Directions: Within the data below, copy each line where the string "wherever" is found.
• • • • • • •
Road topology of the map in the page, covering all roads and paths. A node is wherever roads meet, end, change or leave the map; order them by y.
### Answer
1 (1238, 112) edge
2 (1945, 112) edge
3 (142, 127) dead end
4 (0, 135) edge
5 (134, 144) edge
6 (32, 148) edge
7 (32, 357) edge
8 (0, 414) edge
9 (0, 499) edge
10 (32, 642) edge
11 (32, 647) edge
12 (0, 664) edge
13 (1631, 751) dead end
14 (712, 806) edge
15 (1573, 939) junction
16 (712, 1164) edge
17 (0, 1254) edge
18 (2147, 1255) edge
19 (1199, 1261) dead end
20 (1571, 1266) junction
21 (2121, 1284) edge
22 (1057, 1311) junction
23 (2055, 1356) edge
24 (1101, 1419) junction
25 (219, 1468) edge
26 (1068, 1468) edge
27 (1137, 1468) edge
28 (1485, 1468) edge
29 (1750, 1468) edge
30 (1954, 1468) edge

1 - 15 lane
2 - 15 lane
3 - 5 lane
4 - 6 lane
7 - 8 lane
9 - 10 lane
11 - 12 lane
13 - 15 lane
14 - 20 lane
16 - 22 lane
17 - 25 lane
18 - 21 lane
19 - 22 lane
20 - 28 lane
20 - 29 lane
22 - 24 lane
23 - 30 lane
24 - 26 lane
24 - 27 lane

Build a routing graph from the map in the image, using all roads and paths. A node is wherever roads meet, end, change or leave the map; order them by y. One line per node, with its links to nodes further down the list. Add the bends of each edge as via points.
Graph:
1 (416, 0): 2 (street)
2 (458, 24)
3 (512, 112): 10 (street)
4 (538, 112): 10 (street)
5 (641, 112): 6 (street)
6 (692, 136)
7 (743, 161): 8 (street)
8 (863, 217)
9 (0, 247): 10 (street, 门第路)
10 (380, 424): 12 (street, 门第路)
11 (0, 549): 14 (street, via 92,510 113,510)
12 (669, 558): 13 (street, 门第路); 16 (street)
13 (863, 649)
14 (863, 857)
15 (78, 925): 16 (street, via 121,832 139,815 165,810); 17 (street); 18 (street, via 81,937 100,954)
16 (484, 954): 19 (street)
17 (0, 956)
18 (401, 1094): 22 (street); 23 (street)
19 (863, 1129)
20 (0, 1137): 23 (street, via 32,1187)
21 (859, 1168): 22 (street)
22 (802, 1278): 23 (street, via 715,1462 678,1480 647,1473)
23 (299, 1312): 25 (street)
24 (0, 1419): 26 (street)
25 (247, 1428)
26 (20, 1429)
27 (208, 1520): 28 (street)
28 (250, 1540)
• • • • • • •
Exercise solution:
Road topology of the map in the page, covering all roads and paths. A node is wherever roads meet, end, change or leave the map; order them by y.
Build a routing graph from the map in the image, using all roads and paths. A node is wherever roads meet, end, change or leave the map; order them by y. One line per node, with its links to nodes further down the list. Add the bends of each edge as via points.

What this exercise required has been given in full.